Although most of the major indexes have reached new highs, there are still a few holdouts. The most significant holdout is the Dow Jones Transportation Average (DJTA). It is still 17% below the December 2014 high. From a Dow Theory perspective, DJTA is still about 3.5% away from signaling a bull market (needs a move above its last secondary high).

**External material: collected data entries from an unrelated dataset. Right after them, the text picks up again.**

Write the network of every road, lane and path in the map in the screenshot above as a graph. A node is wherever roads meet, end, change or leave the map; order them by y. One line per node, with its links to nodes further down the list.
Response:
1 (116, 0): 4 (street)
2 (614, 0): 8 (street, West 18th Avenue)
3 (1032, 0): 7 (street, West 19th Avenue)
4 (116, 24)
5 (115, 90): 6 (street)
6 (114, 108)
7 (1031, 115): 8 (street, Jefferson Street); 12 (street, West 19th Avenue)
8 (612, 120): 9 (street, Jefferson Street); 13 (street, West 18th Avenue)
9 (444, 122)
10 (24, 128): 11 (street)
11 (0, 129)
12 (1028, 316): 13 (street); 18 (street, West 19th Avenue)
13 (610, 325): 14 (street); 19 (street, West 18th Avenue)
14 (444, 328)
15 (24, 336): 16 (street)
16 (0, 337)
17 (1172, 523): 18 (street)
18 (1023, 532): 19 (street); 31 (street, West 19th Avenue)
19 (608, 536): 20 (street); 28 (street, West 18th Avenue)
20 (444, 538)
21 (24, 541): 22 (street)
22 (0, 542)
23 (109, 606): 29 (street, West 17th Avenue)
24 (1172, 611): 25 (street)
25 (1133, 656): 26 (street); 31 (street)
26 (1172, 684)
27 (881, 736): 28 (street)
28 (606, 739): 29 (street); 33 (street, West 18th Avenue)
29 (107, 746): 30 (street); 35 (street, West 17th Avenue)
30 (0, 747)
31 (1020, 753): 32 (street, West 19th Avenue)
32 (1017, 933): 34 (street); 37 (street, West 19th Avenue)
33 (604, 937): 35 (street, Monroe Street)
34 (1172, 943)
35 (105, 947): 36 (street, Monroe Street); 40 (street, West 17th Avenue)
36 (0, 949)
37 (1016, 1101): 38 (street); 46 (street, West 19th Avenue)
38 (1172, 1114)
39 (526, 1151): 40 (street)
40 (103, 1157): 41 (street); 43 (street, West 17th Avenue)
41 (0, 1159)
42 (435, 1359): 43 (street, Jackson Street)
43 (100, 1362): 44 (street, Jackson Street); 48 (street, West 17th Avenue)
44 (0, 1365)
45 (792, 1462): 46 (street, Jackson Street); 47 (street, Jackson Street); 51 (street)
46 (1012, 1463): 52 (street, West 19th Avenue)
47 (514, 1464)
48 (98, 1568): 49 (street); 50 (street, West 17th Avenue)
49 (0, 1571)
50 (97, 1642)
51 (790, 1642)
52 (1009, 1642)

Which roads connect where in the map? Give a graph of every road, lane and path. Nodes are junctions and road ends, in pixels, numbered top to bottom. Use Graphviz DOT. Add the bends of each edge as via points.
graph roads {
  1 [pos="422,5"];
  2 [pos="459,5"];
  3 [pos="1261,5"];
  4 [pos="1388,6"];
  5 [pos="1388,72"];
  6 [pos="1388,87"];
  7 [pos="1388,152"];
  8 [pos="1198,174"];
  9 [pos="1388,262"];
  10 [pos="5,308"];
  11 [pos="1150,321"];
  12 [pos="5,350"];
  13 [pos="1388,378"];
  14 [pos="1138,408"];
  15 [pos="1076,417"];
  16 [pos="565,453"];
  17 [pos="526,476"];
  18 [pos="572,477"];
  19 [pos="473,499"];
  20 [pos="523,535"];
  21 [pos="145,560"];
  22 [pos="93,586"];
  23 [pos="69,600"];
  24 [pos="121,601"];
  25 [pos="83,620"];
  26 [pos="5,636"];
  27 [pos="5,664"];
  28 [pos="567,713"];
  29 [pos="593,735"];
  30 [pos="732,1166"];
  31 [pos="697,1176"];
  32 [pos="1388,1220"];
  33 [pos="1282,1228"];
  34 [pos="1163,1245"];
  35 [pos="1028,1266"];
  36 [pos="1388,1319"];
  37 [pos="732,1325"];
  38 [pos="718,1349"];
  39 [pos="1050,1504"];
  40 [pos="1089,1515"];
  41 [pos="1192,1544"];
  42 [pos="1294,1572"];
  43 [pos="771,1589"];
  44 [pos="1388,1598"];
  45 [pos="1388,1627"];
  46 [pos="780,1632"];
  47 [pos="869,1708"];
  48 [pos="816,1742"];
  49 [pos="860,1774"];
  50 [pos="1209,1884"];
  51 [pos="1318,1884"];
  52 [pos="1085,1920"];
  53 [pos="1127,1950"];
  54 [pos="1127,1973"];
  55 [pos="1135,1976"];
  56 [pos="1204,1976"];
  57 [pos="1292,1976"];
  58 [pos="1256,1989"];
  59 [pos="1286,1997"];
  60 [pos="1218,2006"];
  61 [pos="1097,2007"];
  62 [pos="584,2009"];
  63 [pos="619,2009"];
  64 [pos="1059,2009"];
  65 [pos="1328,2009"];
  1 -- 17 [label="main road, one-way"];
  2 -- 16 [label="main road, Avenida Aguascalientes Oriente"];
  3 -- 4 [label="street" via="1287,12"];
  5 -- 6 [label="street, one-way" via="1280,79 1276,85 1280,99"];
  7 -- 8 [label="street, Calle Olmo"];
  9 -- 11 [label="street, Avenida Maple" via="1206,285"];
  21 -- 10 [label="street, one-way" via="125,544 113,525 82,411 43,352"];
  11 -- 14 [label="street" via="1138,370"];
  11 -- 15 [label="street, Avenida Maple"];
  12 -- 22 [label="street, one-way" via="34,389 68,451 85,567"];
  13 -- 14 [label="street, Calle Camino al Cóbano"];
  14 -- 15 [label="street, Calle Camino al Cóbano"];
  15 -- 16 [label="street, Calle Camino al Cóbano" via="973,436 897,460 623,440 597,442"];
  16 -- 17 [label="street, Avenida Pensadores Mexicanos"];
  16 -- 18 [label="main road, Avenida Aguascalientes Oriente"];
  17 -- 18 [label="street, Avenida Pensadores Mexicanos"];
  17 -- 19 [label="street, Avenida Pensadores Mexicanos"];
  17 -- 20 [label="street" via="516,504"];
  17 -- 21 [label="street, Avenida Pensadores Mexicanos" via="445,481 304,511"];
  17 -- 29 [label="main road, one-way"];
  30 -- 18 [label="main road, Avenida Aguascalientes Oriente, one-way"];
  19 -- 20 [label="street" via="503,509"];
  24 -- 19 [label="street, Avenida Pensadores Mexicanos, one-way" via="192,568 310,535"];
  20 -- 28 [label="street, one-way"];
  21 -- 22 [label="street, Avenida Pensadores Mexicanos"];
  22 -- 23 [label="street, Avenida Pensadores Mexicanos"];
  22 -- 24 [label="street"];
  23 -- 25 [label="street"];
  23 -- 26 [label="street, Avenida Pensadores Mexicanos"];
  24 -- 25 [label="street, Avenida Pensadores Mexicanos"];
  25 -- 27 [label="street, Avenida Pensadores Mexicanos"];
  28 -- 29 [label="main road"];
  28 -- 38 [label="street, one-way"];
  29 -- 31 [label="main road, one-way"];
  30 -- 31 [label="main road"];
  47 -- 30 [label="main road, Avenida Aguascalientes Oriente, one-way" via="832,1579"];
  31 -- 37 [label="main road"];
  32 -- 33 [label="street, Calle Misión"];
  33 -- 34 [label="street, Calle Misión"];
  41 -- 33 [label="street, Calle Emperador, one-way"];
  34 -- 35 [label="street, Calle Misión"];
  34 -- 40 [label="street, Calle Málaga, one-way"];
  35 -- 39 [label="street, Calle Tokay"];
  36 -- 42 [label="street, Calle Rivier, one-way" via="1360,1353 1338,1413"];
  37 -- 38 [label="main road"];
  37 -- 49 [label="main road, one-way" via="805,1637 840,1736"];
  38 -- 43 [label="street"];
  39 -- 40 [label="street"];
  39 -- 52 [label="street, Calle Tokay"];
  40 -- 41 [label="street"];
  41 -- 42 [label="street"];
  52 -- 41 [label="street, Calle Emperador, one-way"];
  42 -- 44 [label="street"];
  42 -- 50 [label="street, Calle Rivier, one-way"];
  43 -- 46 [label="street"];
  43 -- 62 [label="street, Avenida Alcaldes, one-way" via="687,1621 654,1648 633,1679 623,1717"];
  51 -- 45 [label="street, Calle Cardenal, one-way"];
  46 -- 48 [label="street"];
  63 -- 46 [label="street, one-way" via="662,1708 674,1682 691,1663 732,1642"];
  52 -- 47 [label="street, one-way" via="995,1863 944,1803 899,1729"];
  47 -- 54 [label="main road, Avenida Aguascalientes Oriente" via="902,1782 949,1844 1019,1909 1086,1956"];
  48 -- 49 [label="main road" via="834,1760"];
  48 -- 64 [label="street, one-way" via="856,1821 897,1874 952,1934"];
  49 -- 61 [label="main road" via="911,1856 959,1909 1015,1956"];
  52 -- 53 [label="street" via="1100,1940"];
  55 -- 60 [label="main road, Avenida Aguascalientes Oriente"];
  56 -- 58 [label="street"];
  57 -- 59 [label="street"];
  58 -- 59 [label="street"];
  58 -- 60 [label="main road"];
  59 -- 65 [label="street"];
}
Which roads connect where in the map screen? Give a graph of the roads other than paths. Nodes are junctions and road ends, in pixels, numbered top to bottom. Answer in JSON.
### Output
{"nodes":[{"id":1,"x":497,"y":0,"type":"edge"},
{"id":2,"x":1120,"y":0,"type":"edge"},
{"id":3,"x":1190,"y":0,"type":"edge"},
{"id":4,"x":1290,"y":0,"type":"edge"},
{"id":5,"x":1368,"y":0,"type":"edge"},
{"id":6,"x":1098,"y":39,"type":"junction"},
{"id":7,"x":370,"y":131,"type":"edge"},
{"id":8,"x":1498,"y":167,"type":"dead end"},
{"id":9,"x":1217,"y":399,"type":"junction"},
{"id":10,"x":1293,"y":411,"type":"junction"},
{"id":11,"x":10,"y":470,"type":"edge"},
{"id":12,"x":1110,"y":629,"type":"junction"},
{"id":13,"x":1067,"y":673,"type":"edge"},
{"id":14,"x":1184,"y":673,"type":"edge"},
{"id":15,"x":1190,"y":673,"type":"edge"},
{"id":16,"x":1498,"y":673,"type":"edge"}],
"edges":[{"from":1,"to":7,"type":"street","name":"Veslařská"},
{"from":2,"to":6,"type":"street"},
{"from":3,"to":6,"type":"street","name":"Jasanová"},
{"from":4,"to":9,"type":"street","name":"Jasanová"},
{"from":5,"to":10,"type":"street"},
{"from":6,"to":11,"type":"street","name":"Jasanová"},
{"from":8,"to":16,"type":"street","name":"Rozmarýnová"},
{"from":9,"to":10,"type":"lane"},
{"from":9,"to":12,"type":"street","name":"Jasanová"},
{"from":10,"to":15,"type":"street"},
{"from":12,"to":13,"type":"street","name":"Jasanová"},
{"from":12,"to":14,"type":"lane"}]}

The industrials however are above their last secondary high, so a Dow Theory non-confirmation is currently in place. With the SPX showing a strong bullish chart pattern, I suspect DJTA should signal a bull market in the coming weeks/months. Nevertheless, keep an eye on DJTA for the all clear signal.

Dow Jones Chart

Another holdout is small cap stocks. The Russell 2000 Index (RUT) is still about 5% away from its 2015 high.

Russell 2000 Daily Chart

The last holdout is my measures of market quality. Earlier in the week, this category moved strongly higher, only to fall back again today (Friday). They just don’t want to move into positive territory. I suspect a rally after Labor Day will be needed to get this category positive.

Core Market Health Indicators

Conclusion

Most of the major indexes have broken out to new highs, suggesting the market should continue higher over the intermediate term. Unfortunately, Dow Theory and my measures of market quality still haven’t given the all clear signal. Keep an eye on those to indicators going forward.